For a 2 conductor feedline, the V in each conductor is 180 degrees out
of phase with each other. Same with I. One conductor is +90 degrees
and the other is -90 degrees with respect to earth. At any given
instant and location the summation of both conductors with respect to
each other is equal to the magnitude it would be on the inner
conductor on the unbalanced (coax) with respect to ground (shield).
Since magnitude of the V on each conductor of the balanced line are
equal and opposite in phase, the term "balanced" is appropriate. Same
with I.



I agree that the effect is
the same, semantically, ie one side effect of the use of a balun is
less CM interference from coming down a balanced feedline but it is
there for a different reason.


Not in my station. My motivation for using common-mode chokes is
*specifically* to control any incoming and outgoing interference that
may be caused by common-mode currents on the feedline.


Of course. But it is not due to filtering unwanted RF, it is due to
the conversion of balancing your energy so
that the coax properly acts as a shielded unbalanced line with no
energy in the shield and all energy in the inner conductor
(assuming perfect conditions).
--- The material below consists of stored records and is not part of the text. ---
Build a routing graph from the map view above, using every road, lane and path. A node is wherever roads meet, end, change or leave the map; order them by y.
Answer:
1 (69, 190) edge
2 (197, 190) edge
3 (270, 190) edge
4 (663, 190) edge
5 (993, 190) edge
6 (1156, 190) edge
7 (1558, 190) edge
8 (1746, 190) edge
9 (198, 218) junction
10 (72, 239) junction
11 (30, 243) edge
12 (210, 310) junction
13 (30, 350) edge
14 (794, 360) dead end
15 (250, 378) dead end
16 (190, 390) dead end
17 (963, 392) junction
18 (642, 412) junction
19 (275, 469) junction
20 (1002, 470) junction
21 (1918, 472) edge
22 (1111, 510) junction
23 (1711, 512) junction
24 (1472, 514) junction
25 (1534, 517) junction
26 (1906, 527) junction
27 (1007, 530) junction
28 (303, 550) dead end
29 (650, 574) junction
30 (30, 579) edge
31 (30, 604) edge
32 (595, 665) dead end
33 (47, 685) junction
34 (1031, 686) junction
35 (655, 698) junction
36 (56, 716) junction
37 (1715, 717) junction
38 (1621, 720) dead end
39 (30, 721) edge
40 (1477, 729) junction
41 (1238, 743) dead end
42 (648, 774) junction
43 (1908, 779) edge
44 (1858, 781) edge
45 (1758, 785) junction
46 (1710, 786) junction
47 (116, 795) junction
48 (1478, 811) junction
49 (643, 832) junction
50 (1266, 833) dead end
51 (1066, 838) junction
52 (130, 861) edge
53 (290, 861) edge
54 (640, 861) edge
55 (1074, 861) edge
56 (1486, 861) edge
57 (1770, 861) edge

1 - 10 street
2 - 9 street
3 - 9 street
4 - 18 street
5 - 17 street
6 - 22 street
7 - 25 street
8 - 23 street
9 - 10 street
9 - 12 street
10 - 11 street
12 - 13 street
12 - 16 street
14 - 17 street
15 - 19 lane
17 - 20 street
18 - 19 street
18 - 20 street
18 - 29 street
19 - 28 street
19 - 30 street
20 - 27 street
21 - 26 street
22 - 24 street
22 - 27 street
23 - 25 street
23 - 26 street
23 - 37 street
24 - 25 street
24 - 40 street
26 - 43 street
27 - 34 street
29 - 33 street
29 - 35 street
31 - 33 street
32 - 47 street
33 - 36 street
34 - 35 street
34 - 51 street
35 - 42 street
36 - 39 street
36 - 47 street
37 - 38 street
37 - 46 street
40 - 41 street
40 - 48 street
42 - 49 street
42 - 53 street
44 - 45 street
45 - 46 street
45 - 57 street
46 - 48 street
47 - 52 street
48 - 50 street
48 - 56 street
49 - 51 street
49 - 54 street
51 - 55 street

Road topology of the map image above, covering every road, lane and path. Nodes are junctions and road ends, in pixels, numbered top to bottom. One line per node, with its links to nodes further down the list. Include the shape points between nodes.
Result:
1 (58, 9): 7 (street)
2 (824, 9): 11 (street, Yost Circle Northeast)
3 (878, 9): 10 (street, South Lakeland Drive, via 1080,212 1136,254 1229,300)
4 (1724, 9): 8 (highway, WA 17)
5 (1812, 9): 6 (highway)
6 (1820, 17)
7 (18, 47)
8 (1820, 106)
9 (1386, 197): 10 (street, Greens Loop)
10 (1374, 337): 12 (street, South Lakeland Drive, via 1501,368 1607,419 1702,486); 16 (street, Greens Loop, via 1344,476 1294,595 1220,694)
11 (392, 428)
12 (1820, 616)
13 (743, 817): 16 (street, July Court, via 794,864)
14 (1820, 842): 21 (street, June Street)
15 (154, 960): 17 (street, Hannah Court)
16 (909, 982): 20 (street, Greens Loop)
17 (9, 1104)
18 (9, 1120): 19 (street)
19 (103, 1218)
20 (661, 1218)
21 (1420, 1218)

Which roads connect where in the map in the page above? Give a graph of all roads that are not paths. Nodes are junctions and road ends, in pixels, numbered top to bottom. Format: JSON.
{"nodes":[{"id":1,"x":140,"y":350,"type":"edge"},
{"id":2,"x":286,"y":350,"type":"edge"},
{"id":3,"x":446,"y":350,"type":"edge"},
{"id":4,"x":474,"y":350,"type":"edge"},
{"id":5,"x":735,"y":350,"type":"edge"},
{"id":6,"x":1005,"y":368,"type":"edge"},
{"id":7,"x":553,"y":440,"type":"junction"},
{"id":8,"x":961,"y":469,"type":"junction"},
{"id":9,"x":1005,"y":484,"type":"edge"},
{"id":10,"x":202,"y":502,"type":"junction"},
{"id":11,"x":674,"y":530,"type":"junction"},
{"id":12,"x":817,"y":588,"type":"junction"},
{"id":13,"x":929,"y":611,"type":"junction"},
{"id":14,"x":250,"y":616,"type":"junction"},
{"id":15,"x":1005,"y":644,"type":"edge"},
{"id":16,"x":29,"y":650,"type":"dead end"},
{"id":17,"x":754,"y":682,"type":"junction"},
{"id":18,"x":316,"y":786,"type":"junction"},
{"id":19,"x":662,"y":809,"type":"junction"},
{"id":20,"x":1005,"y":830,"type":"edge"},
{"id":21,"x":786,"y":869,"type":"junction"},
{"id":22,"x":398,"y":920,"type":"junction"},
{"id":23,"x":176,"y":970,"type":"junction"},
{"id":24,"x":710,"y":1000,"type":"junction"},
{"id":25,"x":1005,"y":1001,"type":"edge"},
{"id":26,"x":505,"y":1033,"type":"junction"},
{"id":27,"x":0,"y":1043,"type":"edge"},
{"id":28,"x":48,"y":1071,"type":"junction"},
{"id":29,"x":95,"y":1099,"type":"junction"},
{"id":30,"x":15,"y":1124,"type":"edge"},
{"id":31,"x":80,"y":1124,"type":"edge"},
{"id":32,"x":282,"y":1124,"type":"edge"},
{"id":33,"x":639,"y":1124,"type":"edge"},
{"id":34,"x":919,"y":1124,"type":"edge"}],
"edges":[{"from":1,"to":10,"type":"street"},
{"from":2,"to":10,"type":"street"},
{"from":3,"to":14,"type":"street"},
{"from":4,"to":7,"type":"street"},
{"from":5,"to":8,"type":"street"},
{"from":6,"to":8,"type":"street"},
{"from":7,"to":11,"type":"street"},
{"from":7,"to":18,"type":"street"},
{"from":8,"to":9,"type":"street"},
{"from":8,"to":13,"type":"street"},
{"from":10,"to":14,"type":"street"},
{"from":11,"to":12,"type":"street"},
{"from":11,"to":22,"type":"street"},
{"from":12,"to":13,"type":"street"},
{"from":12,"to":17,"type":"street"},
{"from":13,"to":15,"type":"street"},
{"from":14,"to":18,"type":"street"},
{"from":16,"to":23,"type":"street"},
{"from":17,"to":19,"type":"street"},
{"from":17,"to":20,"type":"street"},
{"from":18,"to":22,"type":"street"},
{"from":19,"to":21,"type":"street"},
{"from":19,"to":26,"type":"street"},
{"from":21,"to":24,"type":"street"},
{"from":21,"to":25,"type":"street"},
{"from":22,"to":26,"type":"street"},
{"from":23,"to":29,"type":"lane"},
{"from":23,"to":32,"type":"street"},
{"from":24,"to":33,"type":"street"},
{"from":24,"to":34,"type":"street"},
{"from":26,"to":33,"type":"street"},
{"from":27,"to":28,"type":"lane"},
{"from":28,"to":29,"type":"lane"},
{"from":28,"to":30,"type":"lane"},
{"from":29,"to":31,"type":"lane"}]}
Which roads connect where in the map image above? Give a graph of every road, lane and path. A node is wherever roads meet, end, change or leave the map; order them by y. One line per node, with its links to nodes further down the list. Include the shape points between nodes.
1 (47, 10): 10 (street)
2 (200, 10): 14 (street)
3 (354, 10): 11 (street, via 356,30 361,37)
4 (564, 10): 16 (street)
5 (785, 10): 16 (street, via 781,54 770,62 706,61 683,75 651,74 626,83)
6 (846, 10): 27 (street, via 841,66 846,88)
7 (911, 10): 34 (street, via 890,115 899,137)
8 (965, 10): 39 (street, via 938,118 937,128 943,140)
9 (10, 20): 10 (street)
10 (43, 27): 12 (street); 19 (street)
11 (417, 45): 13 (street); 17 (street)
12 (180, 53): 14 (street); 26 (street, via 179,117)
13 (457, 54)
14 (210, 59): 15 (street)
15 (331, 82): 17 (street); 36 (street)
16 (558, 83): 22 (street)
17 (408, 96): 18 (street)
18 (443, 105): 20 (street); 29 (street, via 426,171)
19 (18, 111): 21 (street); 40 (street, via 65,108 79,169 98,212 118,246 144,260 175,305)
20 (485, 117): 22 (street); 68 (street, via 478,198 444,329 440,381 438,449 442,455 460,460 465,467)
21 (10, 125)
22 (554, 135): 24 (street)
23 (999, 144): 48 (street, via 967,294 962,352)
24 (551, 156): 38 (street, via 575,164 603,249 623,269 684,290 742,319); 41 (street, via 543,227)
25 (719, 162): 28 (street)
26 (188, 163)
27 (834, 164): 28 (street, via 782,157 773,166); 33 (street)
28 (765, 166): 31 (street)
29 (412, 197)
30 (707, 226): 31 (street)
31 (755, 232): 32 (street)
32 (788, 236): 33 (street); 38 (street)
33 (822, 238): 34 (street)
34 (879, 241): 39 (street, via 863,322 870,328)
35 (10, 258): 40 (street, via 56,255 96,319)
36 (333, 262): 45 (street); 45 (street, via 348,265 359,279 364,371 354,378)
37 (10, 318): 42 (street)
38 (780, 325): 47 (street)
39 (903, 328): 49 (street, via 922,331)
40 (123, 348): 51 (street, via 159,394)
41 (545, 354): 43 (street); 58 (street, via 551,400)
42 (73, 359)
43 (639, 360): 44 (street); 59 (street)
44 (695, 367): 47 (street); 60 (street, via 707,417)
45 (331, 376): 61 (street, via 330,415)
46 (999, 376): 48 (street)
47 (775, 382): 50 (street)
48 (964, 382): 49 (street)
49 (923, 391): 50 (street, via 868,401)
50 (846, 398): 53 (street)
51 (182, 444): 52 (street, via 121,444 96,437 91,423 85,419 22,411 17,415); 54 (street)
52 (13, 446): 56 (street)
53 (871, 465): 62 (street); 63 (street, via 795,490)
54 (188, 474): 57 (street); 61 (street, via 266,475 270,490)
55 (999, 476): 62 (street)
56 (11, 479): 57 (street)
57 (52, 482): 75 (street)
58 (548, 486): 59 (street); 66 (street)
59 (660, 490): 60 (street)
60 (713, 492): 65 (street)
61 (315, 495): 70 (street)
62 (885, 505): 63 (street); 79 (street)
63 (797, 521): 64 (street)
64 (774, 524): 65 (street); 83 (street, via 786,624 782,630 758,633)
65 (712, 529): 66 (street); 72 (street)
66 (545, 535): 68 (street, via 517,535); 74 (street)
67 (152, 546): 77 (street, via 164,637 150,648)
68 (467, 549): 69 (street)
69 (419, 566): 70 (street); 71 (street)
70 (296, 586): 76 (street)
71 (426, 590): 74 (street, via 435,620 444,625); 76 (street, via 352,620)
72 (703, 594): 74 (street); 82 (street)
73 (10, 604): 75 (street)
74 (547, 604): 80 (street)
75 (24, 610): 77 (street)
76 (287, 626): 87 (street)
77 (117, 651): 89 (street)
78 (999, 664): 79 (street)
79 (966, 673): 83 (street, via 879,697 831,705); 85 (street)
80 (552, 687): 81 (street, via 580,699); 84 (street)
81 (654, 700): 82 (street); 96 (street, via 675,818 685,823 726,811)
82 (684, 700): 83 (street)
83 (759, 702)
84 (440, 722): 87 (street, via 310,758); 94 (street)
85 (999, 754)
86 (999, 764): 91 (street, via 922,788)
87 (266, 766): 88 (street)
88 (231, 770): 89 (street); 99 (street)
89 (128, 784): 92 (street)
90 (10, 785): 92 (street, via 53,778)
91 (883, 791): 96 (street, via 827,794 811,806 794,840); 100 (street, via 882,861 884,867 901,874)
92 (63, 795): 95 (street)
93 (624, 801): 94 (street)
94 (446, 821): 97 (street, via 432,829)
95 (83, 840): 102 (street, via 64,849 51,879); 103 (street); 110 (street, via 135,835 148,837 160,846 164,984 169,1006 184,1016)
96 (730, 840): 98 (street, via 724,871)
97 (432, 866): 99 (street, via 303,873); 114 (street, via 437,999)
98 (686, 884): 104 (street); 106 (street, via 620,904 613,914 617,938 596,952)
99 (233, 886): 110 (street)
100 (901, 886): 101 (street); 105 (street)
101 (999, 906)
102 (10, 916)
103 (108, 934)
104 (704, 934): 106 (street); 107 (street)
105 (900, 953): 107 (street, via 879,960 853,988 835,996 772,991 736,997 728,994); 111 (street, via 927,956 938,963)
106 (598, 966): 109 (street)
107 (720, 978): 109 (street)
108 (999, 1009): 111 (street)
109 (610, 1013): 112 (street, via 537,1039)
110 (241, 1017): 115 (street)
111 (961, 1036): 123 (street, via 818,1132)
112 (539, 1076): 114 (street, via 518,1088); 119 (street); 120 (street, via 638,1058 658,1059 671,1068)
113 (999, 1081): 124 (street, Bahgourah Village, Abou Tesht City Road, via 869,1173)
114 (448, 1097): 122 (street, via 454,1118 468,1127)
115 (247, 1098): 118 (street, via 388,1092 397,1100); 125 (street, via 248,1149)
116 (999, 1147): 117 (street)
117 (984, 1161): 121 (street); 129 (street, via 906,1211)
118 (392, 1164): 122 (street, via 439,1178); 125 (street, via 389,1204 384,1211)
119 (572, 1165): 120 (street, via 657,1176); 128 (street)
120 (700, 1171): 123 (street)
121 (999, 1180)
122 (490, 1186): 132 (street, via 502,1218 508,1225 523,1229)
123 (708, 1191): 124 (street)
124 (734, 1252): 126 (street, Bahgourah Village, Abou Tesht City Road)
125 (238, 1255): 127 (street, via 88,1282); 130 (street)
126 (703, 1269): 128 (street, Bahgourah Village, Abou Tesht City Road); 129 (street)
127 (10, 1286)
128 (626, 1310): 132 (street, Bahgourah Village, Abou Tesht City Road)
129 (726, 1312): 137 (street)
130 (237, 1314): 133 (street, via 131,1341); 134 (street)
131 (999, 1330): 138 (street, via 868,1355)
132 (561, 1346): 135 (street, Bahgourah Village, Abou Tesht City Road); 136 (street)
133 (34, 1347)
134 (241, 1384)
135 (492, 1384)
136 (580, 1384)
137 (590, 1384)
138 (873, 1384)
Your dipole will try to balance when
fed as a dipole directly from a coax.. Without the balun, any
reflected energy will
partially come down the shield to ground causing interference. The
balun simply unbalances the reflected energy, if any, to that it all
returns through
the inner conductor eliminating RFI if the radio and the shield are
properly earthed.


When the common-mode component of the feedline is reduced, it will also
be accompanied by an improvement in "balance" on the antenna, because
the two things go together (or at least, they do for some definitions of
that word).


But think of your dipole as a balanced transmission line. That's what
it is, with a lot of loss (into radiation resistance).
You WANT common mode on THAT that lossy transmission line and you do
not want it filtered away.

But "balance" is never my primary goal because I don't find
the concept helpful, either when deciding what to do next or when
evaluating the results.


I say "balanced" is your primary goal though you do not realize it.
You want to balance the energy propagation in your dipole "lossy
transmission line", when feeding it with an unbalanced coax. The balun
should accomplish that. Anything reflected is not good but at least it
is reflected "unbalanced" inside the grounded shield causing less EMI.